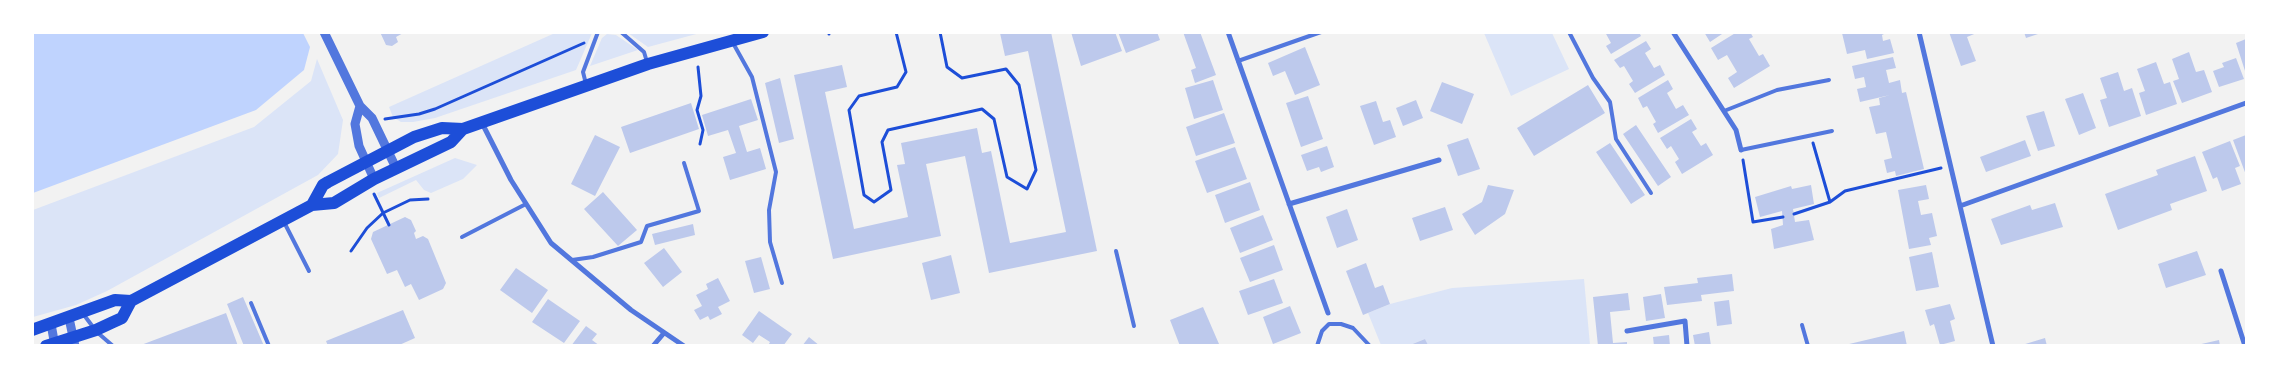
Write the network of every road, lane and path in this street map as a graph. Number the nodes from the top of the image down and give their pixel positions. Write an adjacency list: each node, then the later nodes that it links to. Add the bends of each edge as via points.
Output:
1 (324, 32): 20 (street)
2 (598, 32): 12 (lane)
3 (621, 32): 15 (lane, via 644,52)
4 (763, 32): 13 (main road)
5 (896, 32): 6 (path, via 906,72 897,87 859,96 849,110 864,195 874,202 891,190 882,142 888,130 982,109 994,118 1007,177 1027,189 1036,170 1019,85 1006,69 962,78 947,67)
6 (940, 32)
7 (1228, 32): 14 (street)
8 (1321, 32): 14 (lane)
9 (1570, 32): 36 (lane, via 1593,78 1610,102 1616,139)
10 (1673, 32): 21 (street)
11 (1918, 32): 33 (street)
12 (596, 38): 18 (lane, via 582,72); 22 (path, via 434,109)
13 (731, 41): 15 (main road); 55 (lane, via 752,77 776,172 769,210 770,242)
14 (1238, 61): 41 (street)
15 (648, 64): 18 (main road)
16 (698, 67): 27 (path, via 701,96 696,110 703,130)
17 (1830, 80): 21 (lane, via 1777,90)
18 (586, 84): 23 (main road)
19 (2246, 104): 43 (street)
20 (360, 106): 29 (street, via 372,118); 31 (street, via 355,124)
21 (1724, 111): 28 (street, via 1736,130)
22 (387, 117)
23 (482, 122): 24 (main road); 40 (street)
24 (463, 129): 29 (main road, via 442,128 414,137); 34 (main road, via 451,142)
25 (1832, 131): 26 (lane)
26 (1811, 136): 28 (lane); 39 (path)
27 (700, 144)
28 (1741, 150): 46 (path, via 1754,222)
29 (388, 151): 31 (main road); 34 (street)
30 (1439, 160): 41 (street)
31 (365, 162): 35 (street); 42 (main road, via 322,186)
32 (684, 163): 52 (lane, via 699,210 647,226 641,242)
33 (1950, 165): 39 (path, via 1845,191); 43 (street)
34 (396, 168): 35 (main road)
35 (374, 179): 42 (main road, via 334,203)
36 (1651, 193)
37 (376, 199): 44 (path)
38 (428, 199): 44 (path, via 410,200)
39 (1830, 202): 45 (path)
40 (526, 204): 49 (lane); 52 (street, via 551,243)
41 (1289, 204): 59 (street)
42 (312, 205): 47 (main road)
43 (1960, 206): 79 (street)
44 (383, 213): 48 (path); 50 (path, via 367,228)
45 (1794, 214)
46 (1783, 217)
47 (283, 220): 53 (lane); 56 (main road)
48 (389, 225)
49 (462, 237)
50 (351, 251)
51 (1116, 251): 64 (lane)
52 (572, 260): 68 (street)
53 (309, 271)
54 (2221, 271): 80 (street)
55 (782, 283)
56 (132, 302): 58 (main road, via 115,300); 66 (main road, via 122,318)
57 (251, 302): 73 (lane)
58 (83, 313): 60 (main road); 66 (lane)
59 (1328, 313): 62 (lane)
60 (68, 318): 61 (main road); 69 (street)
61 (51, 324): 65 (main road); 71 (street)
62 (1330, 324): 70 (lane); 76 (lane, via 1353,328)
63 (1802, 325): 78 (lane)
64 (1134, 326)
65 (32, 330)
66 (96, 330): 69 (main road); 72 (lane)
67 (1627, 331): 77 (street, via 1685,321)
68 (664, 333): 74 (street); 75 (street)
69 (75, 341): 71 (main road)
70 (1315, 344)
71 (52, 345)
72 (113, 346)
73 (269, 346)
74 (653, 346)
75 (684, 346)
76 (1370, 346)
77 (1687, 346)
78 (1808, 346)
79 (1993, 346)
80 (2245, 346)

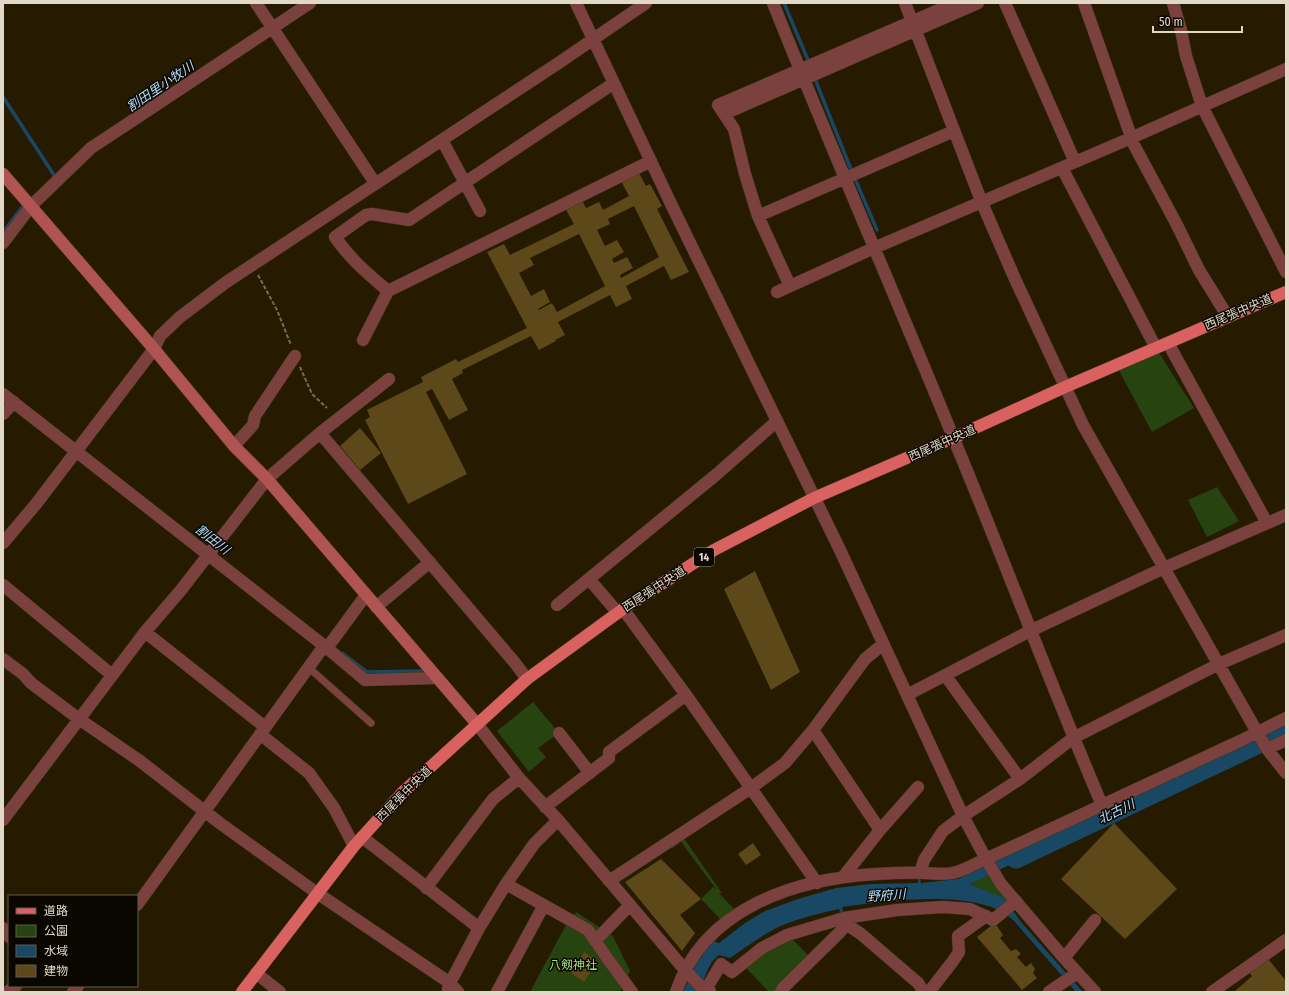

____________

- _Exercise_: Drop the pictures and reproduce the rest of the data above exactly.

- _Exercise result_:
Write the network of every road, lane and path in this street map as a graph. Number the nodes from the top of the image down and give their pixel positions. Write an adjacency list: each node, then the later nodes that it links to. Add the bends of each edge as via points.
Output:
1 (324, 32): 20 (street)
2 (598, 32): 12 (lane)
3 (621, 32): 15 (lane, via 644,52)
4 (763, 32): 13 (main road)
5 (896, 32): 6 (path, via 906,72 897,87 859,96 849,110 864,195 874,202 891,190 882,142 888,130 982,109 994,118 1007,177 1027,189 1036,170 1019,85 1006,69 962,78 947,67)
6 (940, 32)
7 (1228, 32): 14 (street)
8 (1321, 32): 14 (lane)
9 (1570, 32): 36 (lane, via 1593,78 1610,102 1616,139)
10 (1673, 32): 21 (street)
11 (1918, 32): 33 (street)
12 (596, 38): 18 (lane, via 582,72); 22 (path, via 434,109)
13 (731, 41): 15 (main road); 55 (lane, via 752,77 776,172 769,210 770,242)
14 (1238, 61): 41 (street)
15 (648, 64): 18 (main road)
16 (698, 67): 27 (path, via 701,96 696,110 703,130)
17 (1830, 80): 21 (lane, via 1777,90)
18 (586, 84): 23 (main road)
19 (2246, 104): 43 (street)
20 (360, 106): 29 (street, via 372,118); 31 (street, via 355,124)
21 (1724, 111): 28 (street, via 1736,130)
22 (387, 117)
23 (482, 122): 24 (main road); 40 (street)
24 (463, 129): 29 (main road, via 442,128 414,137); 34 (main road, via 451,142)
25 (1832, 131): 26 (lane)
26 (1811, 136): 28 (lane); 39 (path)
27 (700, 144)
28 (1741, 150): 46 (path, via 1754,222)
29 (388, 151): 31 (main road); 34 (street)
30 (1439, 160): 41 (street)
31 (365, 162): 35 (street); 42 (main road, via 322,186)
32 (684, 163): 52 (lane, via 699,210 647,226 641,242)
33 (1950, 165): 39 (path, via 1845,191); 43 (street)
34 (396, 168): 35 (main road)
35 (374, 179): 42 (main road, via 334,203)
36 (1651, 193)
37 (376, 199): 44 (path)
38 (428, 199): 44 (path, via 410,200)
39 (1830, 202): 45 (path)
40 (526, 204): 49 (lane); 52 (street, via 551,243)
41 (1289, 204): 59 (street)
42 (312, 205): 47 (main road)
43 (1960, 206): 79 (street)
44 (383, 213): 48 (path); 50 (path, via 367,228)
45 (1794, 214)
46 (1783, 217)
47 (283, 220): 53 (lane); 56 (main road)
48 (389, 225)
49 (462, 237)
50 (351, 251)
51 (1116, 251): 64 (lane)
52 (572, 260): 68 (street)
53 (309, 271)
54 (2221, 271): 80 (street)
55 (782, 283)
56 (132, 302): 58 (main road, via 115,300); 66 (main road, via 122,318)
57 (251, 302): 73 (lane)
58 (83, 313): 60 (main road); 66 (lane)
59 (1328, 313): 62 (lane)
60 (68, 318): 61 (main road); 69 (street)
61 (51, 324): 65 (main road); 71 (street)
62 (1330, 324): 70 (lane); 76 (lane, via 1353,328)
63 (1802, 325): 78 (lane)
64 (1134, 326)
65 (32, 330)
66 (96, 330): 69 (main road); 72 (lane)
67 (1627, 331): 77 (street, via 1685,321)
68 (664, 333): 74 (street); 75 (street)
69 (75, 341): 71 (main road)
70 (1315, 344)
71 (52, 345)
72 (113, 346)
73 (269, 346)
74 (653, 346)
75 (684, 346)
76 (1370, 346)
77 (1687, 346)
78 (1808, 346)
79 (1993, 346)
80 (2245, 346)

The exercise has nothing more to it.